- Born: New York City, United States
- Education: Harvard University
- Occupations: Writer, producer, comedian, actor

= Jeremy Bronson =

American television producer and writer

Jeremy Bronson (born June 18) is an American television producer and writer, best known for his work on The Mindy Project, Speechless, and Late Night with Jimmy Fallon. He is currently under an overall deal with ABC Studios.

==Early life==

Bronson was born in New York City to Liliane (née Neubauer) and Dr. Michael Bronson, Chairman of the Department of Orthopedic Surgery, Mount Sinai West and Mount Sinai Morningside, and Chief of Joint Replacement Surgery at the Icahn School of Medicine at Mount Sinai in New York, and the author of extensive advances in the development of minimally invasive surgical instruments to advance unicondylar partial knee replacement.

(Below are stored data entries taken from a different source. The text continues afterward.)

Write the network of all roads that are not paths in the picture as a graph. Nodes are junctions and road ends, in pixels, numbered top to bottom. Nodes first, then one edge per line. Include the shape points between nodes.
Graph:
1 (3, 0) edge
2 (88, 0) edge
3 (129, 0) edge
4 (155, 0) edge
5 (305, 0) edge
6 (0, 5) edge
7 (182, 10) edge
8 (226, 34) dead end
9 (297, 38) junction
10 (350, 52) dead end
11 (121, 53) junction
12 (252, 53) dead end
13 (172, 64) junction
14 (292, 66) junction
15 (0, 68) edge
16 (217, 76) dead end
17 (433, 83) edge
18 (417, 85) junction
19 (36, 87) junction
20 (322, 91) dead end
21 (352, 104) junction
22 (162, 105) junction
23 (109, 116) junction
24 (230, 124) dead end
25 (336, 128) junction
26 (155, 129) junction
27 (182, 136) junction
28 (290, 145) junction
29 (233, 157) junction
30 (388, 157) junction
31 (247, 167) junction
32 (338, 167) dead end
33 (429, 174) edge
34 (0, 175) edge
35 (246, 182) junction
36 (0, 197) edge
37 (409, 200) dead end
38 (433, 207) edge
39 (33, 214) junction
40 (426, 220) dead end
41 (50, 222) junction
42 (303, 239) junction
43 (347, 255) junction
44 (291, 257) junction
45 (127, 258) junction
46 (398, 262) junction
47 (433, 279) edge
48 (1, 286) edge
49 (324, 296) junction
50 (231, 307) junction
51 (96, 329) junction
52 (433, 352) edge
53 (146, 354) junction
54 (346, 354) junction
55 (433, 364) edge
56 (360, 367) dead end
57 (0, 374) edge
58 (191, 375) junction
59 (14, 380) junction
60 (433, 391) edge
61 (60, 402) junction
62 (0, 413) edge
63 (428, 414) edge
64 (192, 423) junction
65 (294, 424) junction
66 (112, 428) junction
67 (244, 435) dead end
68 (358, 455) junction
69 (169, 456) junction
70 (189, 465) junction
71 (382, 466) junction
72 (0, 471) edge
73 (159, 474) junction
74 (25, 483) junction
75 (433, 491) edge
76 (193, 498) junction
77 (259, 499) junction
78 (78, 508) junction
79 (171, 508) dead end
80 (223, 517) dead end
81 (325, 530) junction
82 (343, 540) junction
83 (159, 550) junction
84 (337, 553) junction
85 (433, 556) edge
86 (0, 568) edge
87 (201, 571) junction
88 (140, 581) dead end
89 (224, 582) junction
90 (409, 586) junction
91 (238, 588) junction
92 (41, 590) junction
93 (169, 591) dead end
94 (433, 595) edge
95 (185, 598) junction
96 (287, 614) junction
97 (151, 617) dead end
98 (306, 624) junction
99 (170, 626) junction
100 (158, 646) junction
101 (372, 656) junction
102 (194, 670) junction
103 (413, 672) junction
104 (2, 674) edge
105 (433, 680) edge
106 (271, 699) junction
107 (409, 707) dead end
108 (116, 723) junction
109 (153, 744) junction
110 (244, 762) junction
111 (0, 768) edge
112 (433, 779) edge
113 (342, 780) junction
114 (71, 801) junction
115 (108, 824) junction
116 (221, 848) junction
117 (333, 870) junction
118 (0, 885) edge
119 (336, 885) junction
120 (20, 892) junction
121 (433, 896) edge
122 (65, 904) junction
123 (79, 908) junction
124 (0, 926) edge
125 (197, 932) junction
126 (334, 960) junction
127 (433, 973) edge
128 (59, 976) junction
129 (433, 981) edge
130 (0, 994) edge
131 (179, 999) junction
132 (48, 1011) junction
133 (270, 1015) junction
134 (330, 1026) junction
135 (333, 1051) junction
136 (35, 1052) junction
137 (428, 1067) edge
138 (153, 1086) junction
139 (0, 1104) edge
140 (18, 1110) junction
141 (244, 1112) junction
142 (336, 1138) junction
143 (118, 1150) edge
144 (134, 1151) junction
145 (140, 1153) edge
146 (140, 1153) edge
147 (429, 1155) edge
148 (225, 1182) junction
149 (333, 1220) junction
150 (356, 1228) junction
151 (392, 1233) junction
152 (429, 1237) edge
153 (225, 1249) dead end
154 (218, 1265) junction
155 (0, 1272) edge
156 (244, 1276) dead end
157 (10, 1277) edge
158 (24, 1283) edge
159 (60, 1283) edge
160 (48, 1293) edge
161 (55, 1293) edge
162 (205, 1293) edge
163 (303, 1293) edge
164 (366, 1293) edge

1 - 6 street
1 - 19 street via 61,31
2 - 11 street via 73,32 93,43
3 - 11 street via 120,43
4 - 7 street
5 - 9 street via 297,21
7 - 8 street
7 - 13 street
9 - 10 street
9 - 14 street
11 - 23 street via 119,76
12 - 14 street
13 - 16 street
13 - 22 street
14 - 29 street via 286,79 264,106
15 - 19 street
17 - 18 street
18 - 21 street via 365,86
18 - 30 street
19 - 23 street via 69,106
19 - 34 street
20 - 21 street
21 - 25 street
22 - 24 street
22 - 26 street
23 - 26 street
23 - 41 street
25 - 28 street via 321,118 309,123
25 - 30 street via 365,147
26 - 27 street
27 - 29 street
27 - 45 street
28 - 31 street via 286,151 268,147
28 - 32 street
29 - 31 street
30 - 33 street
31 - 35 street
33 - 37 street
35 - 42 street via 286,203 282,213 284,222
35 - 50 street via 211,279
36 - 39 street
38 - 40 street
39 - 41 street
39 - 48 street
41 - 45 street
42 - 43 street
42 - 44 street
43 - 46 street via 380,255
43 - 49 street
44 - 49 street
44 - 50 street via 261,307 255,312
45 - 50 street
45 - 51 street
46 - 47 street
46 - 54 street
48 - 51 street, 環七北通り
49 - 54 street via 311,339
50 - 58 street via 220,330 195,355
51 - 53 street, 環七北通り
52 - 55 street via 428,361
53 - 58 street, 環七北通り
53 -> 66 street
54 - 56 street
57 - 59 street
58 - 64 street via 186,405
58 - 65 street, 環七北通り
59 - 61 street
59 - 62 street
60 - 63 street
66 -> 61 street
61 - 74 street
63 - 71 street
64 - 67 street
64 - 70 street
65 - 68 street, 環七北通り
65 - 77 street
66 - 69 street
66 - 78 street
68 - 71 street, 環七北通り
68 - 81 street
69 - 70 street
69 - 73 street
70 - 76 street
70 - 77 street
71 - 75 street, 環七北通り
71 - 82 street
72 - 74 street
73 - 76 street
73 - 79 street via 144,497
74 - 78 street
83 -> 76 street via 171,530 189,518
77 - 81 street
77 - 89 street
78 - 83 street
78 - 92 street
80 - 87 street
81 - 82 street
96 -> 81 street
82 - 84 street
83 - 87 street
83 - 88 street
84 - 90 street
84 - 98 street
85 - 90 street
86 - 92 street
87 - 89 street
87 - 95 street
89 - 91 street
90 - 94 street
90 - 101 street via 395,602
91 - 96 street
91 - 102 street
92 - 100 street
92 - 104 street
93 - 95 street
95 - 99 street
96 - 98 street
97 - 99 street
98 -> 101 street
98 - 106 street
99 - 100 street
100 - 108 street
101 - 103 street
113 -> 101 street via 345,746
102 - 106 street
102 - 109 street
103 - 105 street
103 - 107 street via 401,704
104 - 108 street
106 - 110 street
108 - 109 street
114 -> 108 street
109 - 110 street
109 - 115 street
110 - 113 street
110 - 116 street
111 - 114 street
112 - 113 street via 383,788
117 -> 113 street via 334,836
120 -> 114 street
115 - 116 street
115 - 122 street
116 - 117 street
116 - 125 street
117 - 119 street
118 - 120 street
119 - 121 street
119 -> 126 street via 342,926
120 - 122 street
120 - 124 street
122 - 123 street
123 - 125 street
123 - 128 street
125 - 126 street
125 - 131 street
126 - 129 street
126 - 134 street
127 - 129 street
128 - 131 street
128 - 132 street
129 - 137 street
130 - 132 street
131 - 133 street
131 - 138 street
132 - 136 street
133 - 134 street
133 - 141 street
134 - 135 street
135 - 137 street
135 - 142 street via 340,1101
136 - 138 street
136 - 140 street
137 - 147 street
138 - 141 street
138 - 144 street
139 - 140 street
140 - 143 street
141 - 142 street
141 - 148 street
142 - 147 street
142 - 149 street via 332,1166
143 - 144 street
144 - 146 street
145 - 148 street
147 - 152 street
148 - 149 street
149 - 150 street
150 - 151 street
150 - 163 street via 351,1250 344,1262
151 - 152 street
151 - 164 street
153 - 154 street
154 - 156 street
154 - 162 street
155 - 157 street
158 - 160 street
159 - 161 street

He attended Scarsdale High School and graduated from Harvard University, where he wrote for the Harvard Lampoon.

== Career ==
Following graduation, Bronson worked as a political producer for MSNBC's Hardball with Chris Matthews. He went on to become the head monologue writer for Late Night with Jimmy Fallon, where he created the show's signature "Thank You Notes" segment. After Fallon, Bronson worked as a writer/producer for FOX's The Mindy Project and FOX's Grandfathered. He is a co-executive producer on ABC's Speechless as part of his overall deal with ABC Studios. In 2011, he was nominated for a Primetime Emmy Award.